ANATOMY OF A PHOTOGRAPH An occasional feature where we take a closer look at an old photo of New York City, to give the image some historical context and piece together the situations that led up to it.
I ran the photograph above on Friday in reference to the early days of Pennsylvania Station. But the people cramming onto Penn Station’s platforms aren’t waiting for a train. They’re waiting for Sunday.
Billy Sunday, that is, America’s preeminent evangelical preacher in the 1910s.
Sunday was an outsized gospel celebrity, a former baseball star turned preacher who gloried in proselytizing to large audiences, a perfect spiritual fit to the Gilded Age.
By 1917, Sunday was 65 years old and the most popular religious voice in America. He traveled with his wife Helen — and a staff of over 35 people — to many major cities in the United States in high profile spiritual ‘campaigns’. In an era without microphones and sound systems, Sunday electrified audiences with hyperactive body movements, violent eruptions of fire and brimstone, and elaborate presentations featuring ecstatic choirs and even chair smashing.
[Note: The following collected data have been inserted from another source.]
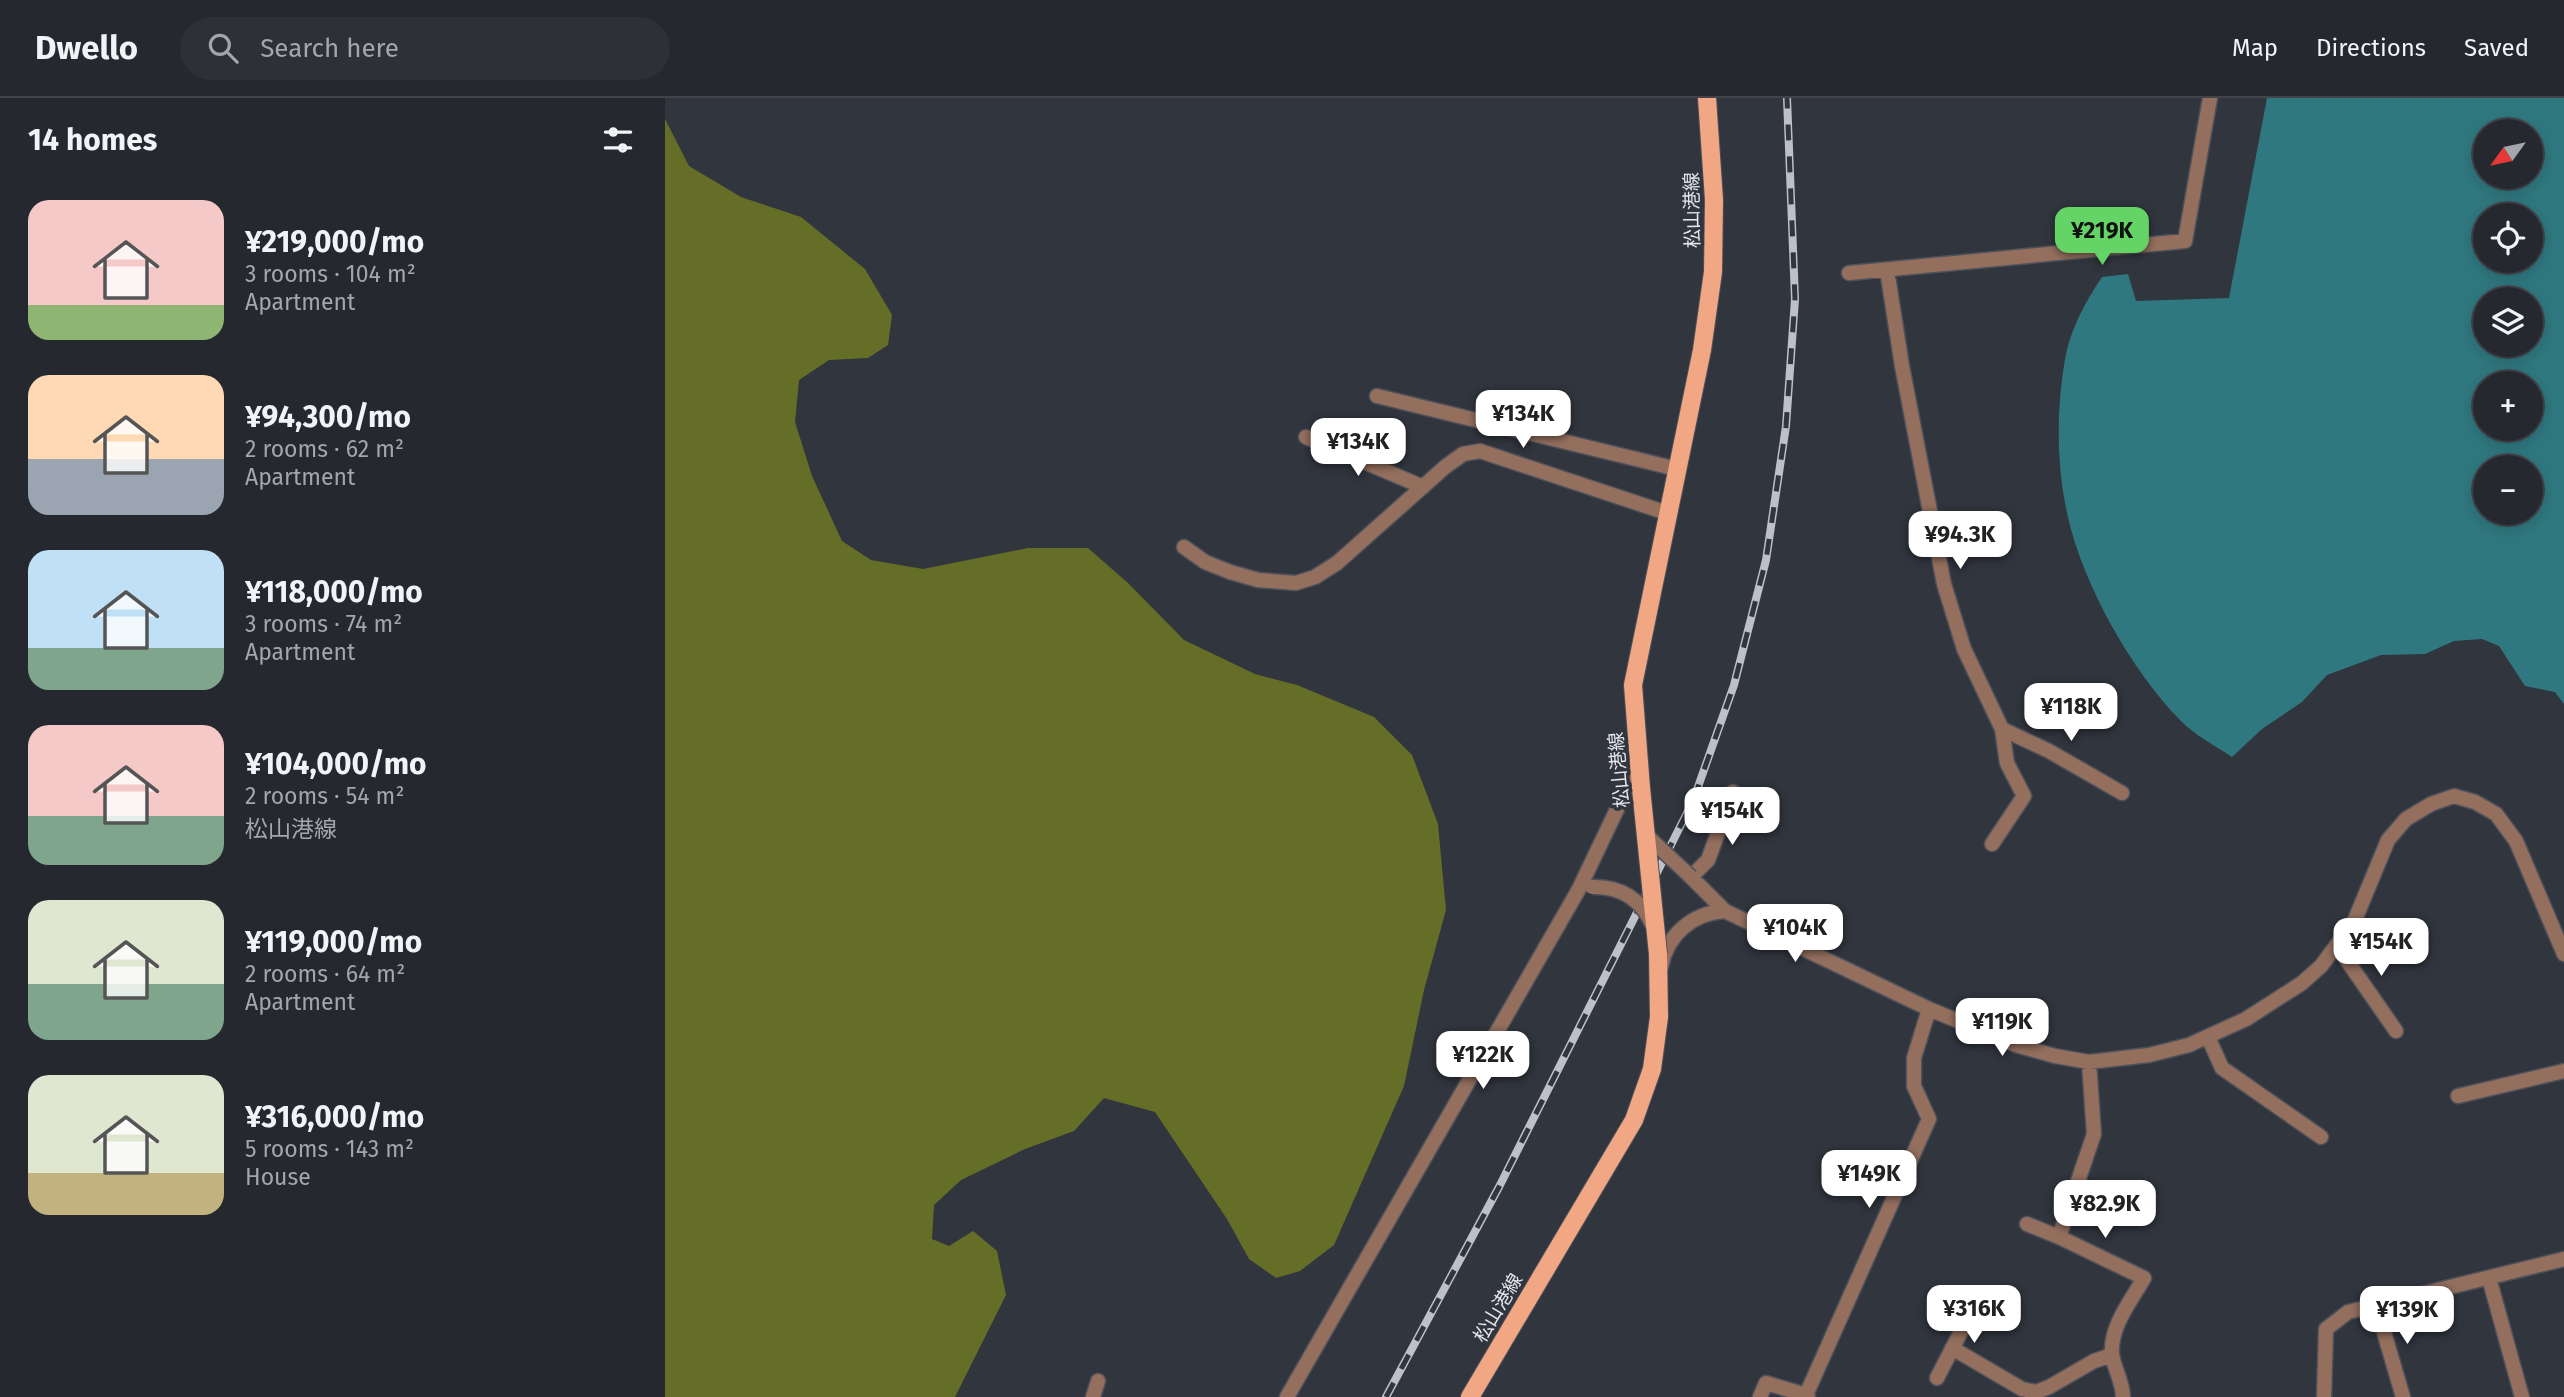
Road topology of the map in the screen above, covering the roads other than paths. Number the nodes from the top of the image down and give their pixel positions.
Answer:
1 (1707, 98) edge
2 (2210, 98) edge
3 (1887, 270) junction
4 (1849, 273) dead end
5 (1377, 396) dead end
6 (1306, 437) dead end
7 (1677, 469) junction
8 (1423, 487) junction
9 (1667, 513) junction
10 (1184, 547) dead end
11 (2002, 729) junction
12 (1639, 763) junction
13 (1733, 792) dead end
14 (2122, 793) dead end
15 (1646, 835) junction
16 (1992, 844) dead end
17 (1691, 877) junction
18 (1585, 888) junction
19 (1725, 911) junction
20 (2337, 946) junction
21 (1658, 950) junction
22 (2564, 954) edge
23 (1660, 979) junction
24 (1929, 1009) junction
25 (2396, 1031) dead end
26 (2209, 1037) junction
27 (2089, 1062) junction
28 (2564, 1071) edge
29 (2458, 1096) dead end
30 (2321, 1137) dead end
31 (2027, 1224) dead end
32 (2059, 1237) junction
33 (2564, 1259) edge
34 (2489, 1278) junction
35 (1980, 1295) dead end
36 (2376, 1305) junction
37 (1952, 1348) junction
38 (2112, 1355) junction
39 (1937, 1378) dead end
40 (1098, 1381) dead end
41 (1807, 1396) edge
42 (1093, 1397) edge
43 (1287, 1397) edge
44 (1470, 1397) edge
45 (1760, 1397) edge
46 (2123, 1397) edge
47 (2324, 1397) edge
48 (2403, 1397) edge
49 (2522, 1397) edge

1 - 7 main road, 松山港線
2 - 3 street
3 - 4 street
3 - 11 street
5 - 7 street
6 - 8 street
7 - 9 main road, 松山港線
8 - 9 street
8 - 10 street
9 - 12 main road, 松山港線
11 - 14 street
11 - 16 street
12 - 15 main road, 松山港線, bridge
12 - 18 street
13 - 17 street
15 - 17 street, bridge
15 - 21 main road, 松山港線, bridge
17 - 19 street
18 - 21 street, bridge
18 - 43 street
19 - 23 street
19 - 24 street
20 - 22 street
20 - 25 street
20 - 26 street
21 - 23 main road, 松山港線
23 - 44 main road, 松山港線
24 - 27 street
24 - 41 street
26 - 27 street
26 - 30 street
27 - 32 street
28 - 29 street
31 - 32 street
32 - 38 street
33 - 34 street
34 - 36 street
34 - 49 street
35 - 37 street
36 - 47 street
36 - 48 street
37 - 38 street
37 - 39 street
38 - 46 street
40 - 42 street
41 - 45 street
Chair smashing? Of course New Yorkers were excited. Sunday pulled into Penn Station on April 1917, for a series of highly publicized revivals that would run ten weeks. His arrival in a private Pullman car was greeted by almost five thousand people.
Sunday at first didn’t care for New York — calling it a ‘graveyard for evangelism’ — but New Yorkers certainly loved their Billy, as evidenced in the photo above. Eventually Sunday came to appreciate the New Yorker as well: “I think New Yorkers are keener than country folk. They are more used to seeing and hearing new things; they catch on quicker. I couldn’t give them any Class B stuff; not even when I was tired or wanted to.”
Sunday actually had his very own temporary tabernacle built for him, on Broadway and 168th Street (See below), on the site of Hilltop Park, former home of the New York Highlanders (later to become the New York Yankees). Sunday’s wife had spent the months before her husband’s arrival rallying the attentions of New York’s wealthiest businessmen, including John D. Rockefeller Jr., to assist in building the 16,000-seat arena.
The Sunday tabernacle was specially built “to fit his voice,” according to the New York Times, and also included a private bath for the preacher, “as the physical exertion of his speaking compel him to make an entire change of clothing after each service.”
From April 8 until June 19, 1917, Sunday engaged thousands with his messages and wild, half crazed performances. Naturally one of his pet causes was temperance; within two years, Congress would prohibit the sale of alcohol with the Eighteenth Amendment, something Sunday was instrumental in promoting.
Also factoring into Sunday’s success: America entered World War I that April, fueling attendance records. “If Hell could be turned upside down, you would find stamped on the bottom ‘Made in Germany,” he famously cried from the pulpit.
Sunday’s final assessment of the city: “New York has shown me that its Great White Way is not the pathway to hell that many believe. I know that many who walk the pavements of Broadway are as close to God as I am.”
New York was the culmination of Sunday’s success. America would swiftly outgrow Sunday’s hammy style by the 1920s and he would soon return to small town chapels and backwoods revival tents.
Of course, New Yorkers haven’t lost their interest in high-profile religious figures. Ninety-two years after Sunday took to a former Yankees playing field, pastor and author Joel Osteen comes to town on April 25th … rallying his flock at the new Yankees Stadium.